The task: Line by line, copy the records below exactly and leave the pictures out.

=-=-=-=-=

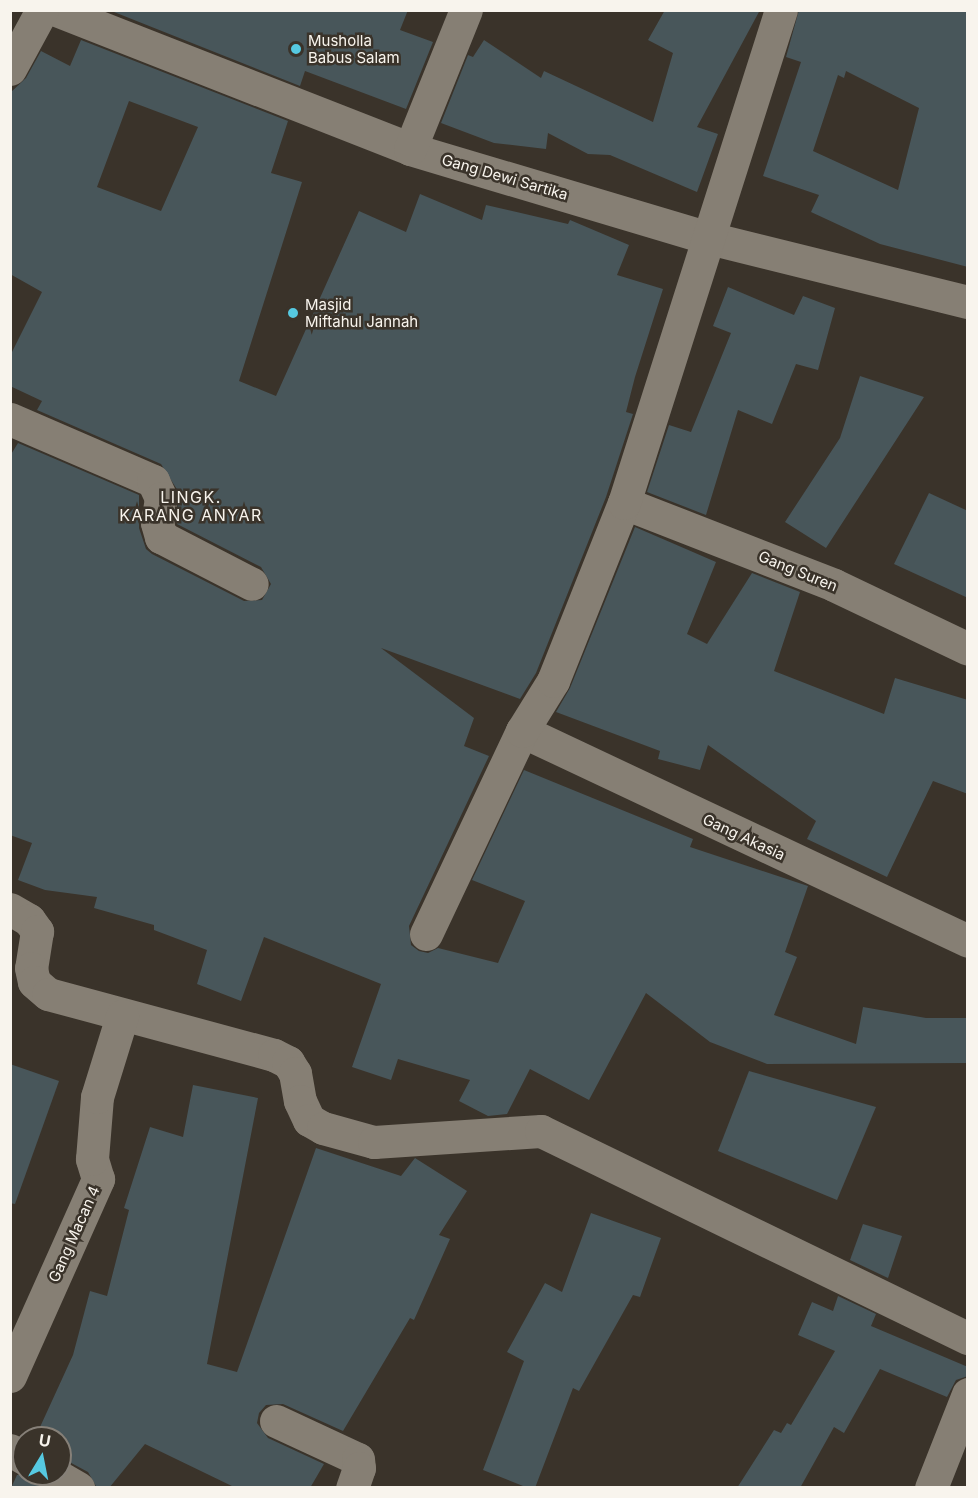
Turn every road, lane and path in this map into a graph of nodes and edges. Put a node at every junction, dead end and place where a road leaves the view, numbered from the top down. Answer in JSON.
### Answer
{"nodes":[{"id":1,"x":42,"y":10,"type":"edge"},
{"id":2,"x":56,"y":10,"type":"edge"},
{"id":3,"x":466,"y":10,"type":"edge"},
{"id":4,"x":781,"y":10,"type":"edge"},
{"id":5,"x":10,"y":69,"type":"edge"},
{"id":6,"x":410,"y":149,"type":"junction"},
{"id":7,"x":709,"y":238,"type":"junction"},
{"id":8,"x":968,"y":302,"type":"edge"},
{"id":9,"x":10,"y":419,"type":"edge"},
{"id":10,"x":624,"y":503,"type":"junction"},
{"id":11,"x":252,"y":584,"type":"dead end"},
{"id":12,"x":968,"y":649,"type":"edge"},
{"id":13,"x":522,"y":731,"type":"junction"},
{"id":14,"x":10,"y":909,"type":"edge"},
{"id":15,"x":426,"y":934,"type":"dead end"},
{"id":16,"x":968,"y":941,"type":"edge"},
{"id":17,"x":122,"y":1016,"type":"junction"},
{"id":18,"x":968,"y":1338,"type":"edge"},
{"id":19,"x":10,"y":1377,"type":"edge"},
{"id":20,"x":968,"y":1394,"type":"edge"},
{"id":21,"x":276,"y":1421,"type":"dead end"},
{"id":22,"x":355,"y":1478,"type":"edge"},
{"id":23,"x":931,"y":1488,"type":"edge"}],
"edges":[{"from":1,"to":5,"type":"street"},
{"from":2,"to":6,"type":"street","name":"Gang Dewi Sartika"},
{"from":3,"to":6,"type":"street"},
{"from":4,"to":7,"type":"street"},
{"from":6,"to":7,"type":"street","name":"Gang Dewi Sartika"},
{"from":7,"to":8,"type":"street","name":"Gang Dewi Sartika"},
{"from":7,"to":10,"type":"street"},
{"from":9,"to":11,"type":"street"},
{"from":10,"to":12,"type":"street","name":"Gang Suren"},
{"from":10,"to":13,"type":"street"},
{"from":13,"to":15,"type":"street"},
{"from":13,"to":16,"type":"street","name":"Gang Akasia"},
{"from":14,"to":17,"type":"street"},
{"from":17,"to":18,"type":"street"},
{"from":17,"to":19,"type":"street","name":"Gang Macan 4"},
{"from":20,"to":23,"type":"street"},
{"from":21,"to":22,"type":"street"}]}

=-=-=-=-=

Your solution:
Turn every road, lane and path in this map into a graph of nodes and edges. Put a node at every junction, dead end and place where a road leaves the view, numbered from the top down. Answer in JSON.
### Answer
{"nodes":[{"id":1,"x":42,"y":10,"type":"edge"},
{"id":2,"x":56,"y":10,"type":"edge"},
{"id":3,"x":466,"y":10,"type":"edge"},
{"id":4,"x":781,"y":10,"type":"edge"},
{"id":5,"x":10,"y":69,"type":"edge"},
{"id":6,"x":410,"y":149,"type":"junction"},
{"id":7,"x":709,"y":238,"type":"junction"},
{"id":8,"x":968,"y":302,"type":"edge"},
{"id":9,"x":10,"y":419,"type":"edge"},
{"id":10,"x":624,"y":503,"type":"junction"},
{"id":11,"x":252,"y":584,"type":"dead end"},
{"id":12,"x":968,"y":649,"type":"edge"},
{"id":13,"x":522,"y":731,"type":"junction"},
{"id":14,"x":10,"y":909,"type":"edge"},
{"id":15,"x":426,"y":934,"type":"dead end"},
{"id":16,"x":968,"y":941,"type":"edge"},
{"id":17,"x":122,"y":1016,"type":"junction"},
{"id":18,"x":968,"y":1338,"type":"edge"},
{"id":19,"x":10,"y":1377,"type":"edge"},
{"id":20,"x":968,"y":1394,"type":"edge"},
{"id":21,"x":276,"y":1421,"type":"dead end"},
{"id":22,"x":355,"y":1478,"type":"edge"},
{"id":23,"x":931,"y":1488,"type":"edge"}],
"edges":[{"from":1,"to":5,"type":"street"},
{"from":2,"to":6,"type":"street","name":"Gang Dewi Sartika"},
{"from":3,"to":6,"type":"street"},
{"from":4,"to":7,"type":"street"},
{"from":6,"to":7,"type":"street","name":"Gang Dewi Sartika"},
{"from":7,"to":8,"type":"street","name":"Gang Dewi Sartika"},
{"from":7,"to":10,"type":"street"},
{"from":9,"to":11,"type":"street"},
{"from":10,"to":12,"type":"street","name":"Gang Suren"},
{"from":10,"to":13,"type":"street"},
{"from":13,"to":15,"type":"street"},
{"from":13,"to":16,"type":"street","name":"Gang Akasia"},
{"from":14,"to":17,"type":"street"},
{"from":17,"to":18,"type":"street"},
{"from":17,"to":19,"type":"street","name":"Gang Macan 4"},
{"from":20,"to":23,"type":"street"},
{"from":21,"to":22,"type":"street"}]}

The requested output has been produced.